"Real and timely intelligence sharing work has begun," Ali Babacan said.
At a meeting between Turkish Prime Minister Recep Tayyip Erdogan and George W. Bush in Washington on November 5, the U.S. leader pledged to share military intelligence with Ankara on Kurdish militants.
The separatist PKK, which has killed around 40 Turkish troops and civilians since late September, is considered a terrorist organization by both Turkey and the U.S.
On Wednesday national media quoted Erdogan as saying that the Turkish army will launch a cross-border operation against Kurdish militants in northern Iraq before weather conditions worsen.
"The time for the carrying out of the operation is approaching. The operation will begin before the weather conditions worsen, [before] winter," Recep Tayyip Erdogan was quoted by the Zaman newspaper as saying.
Commentators say the prime minister's remarks indicate that the operation could start in the very near future, although Erdogan has yet to provide a time frame.
However, the president of Iraq said on Wednesday that the crisis on the Iraqi-Turkish border "is effectively over".
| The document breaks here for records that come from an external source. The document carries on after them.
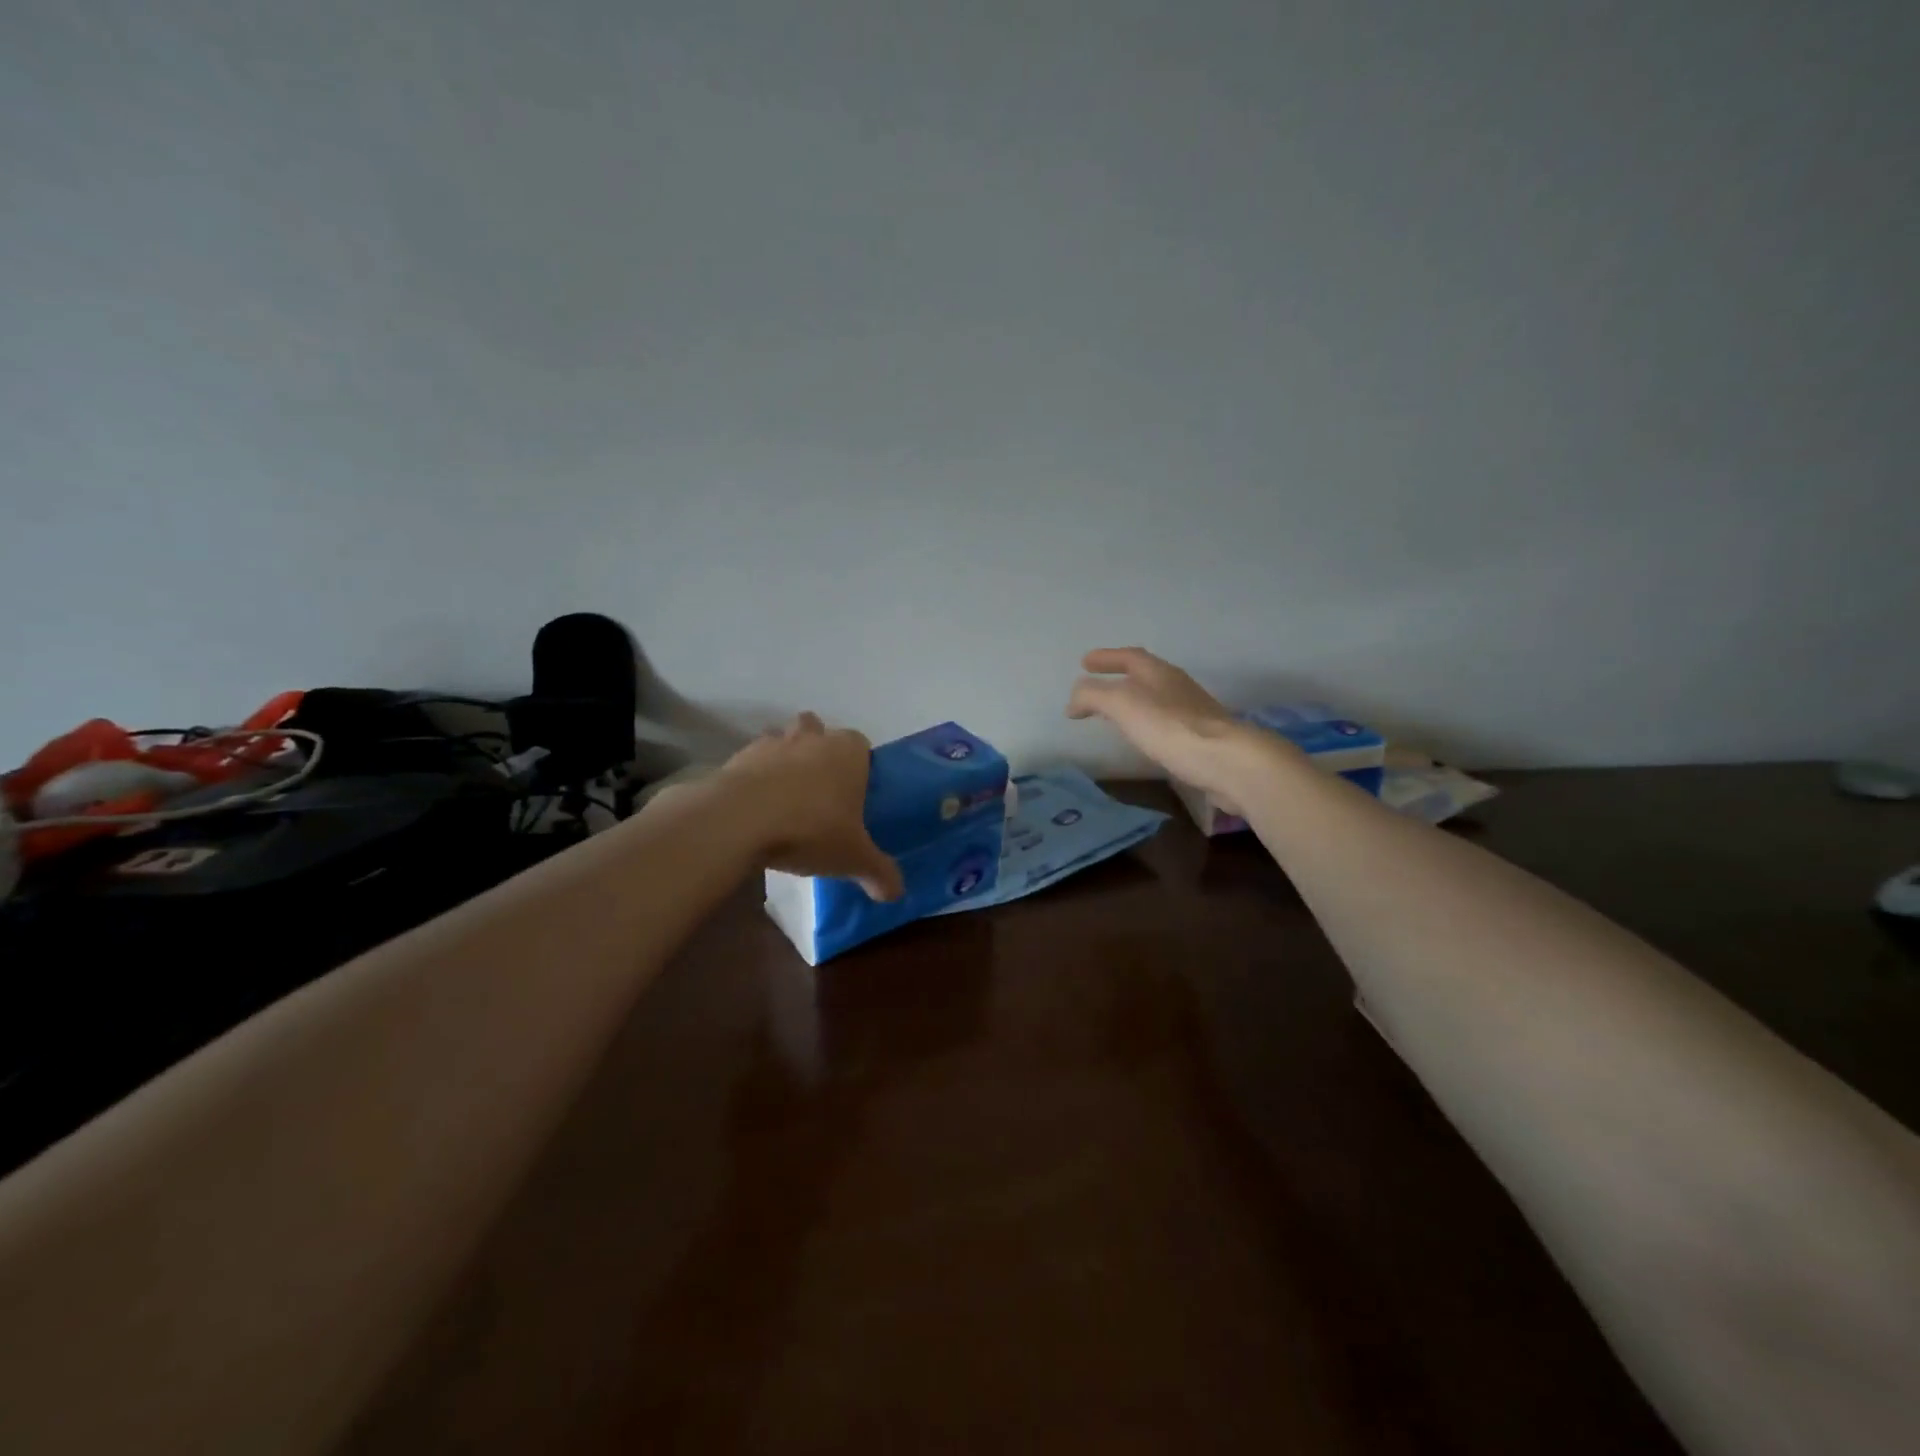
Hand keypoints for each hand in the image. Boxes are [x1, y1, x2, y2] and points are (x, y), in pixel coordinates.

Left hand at [719, 713, 904, 901]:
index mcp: (848, 751)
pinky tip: (755, 810)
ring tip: (785, 798)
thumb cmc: (811, 829)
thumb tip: (896, 893)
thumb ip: (878, 873)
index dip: (859, 765)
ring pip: (782, 740)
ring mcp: (772, 744)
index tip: (854, 793)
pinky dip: (754, 778)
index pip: (861, 745)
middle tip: (819, 790)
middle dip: (819, 750)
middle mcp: (812, 738)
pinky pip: (751, 763)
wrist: (741, 820)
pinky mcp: (737, 758)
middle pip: (818, 731)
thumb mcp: (854, 858)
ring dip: (784, 760)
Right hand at [1067, 647, 1294, 802]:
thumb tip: (1074, 700)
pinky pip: (1166, 724)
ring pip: (1156, 699)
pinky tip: (1143, 740)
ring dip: (1133, 703)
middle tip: (1096, 686)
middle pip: (1145, 675)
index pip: (1129, 657)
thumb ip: (1093, 695)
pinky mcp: (1201, 739)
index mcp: (1159, 673)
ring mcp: (1193, 712)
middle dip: (1119, 678)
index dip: (1106, 658)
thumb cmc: (1170, 727)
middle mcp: (1178, 686)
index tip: (1084, 663)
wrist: (1226, 761)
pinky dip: (1147, 725)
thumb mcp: (1121, 704)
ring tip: (1114, 715)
In an interview with the Cairo-based Al-Ahram weekly newspaper, Jalal Talabani said that an Iraqi delegation at a recent conference in Istanbul had managed to convince the Turkish leadership that Baghdad was "fighting against the Kurdistan Workers Party" based in northern Iraq.
In mid-October, Turkey's parliament sanctioned military cross-border operations against PKK separatists following an earlier government request and despite opposition from Washington and Baghdad.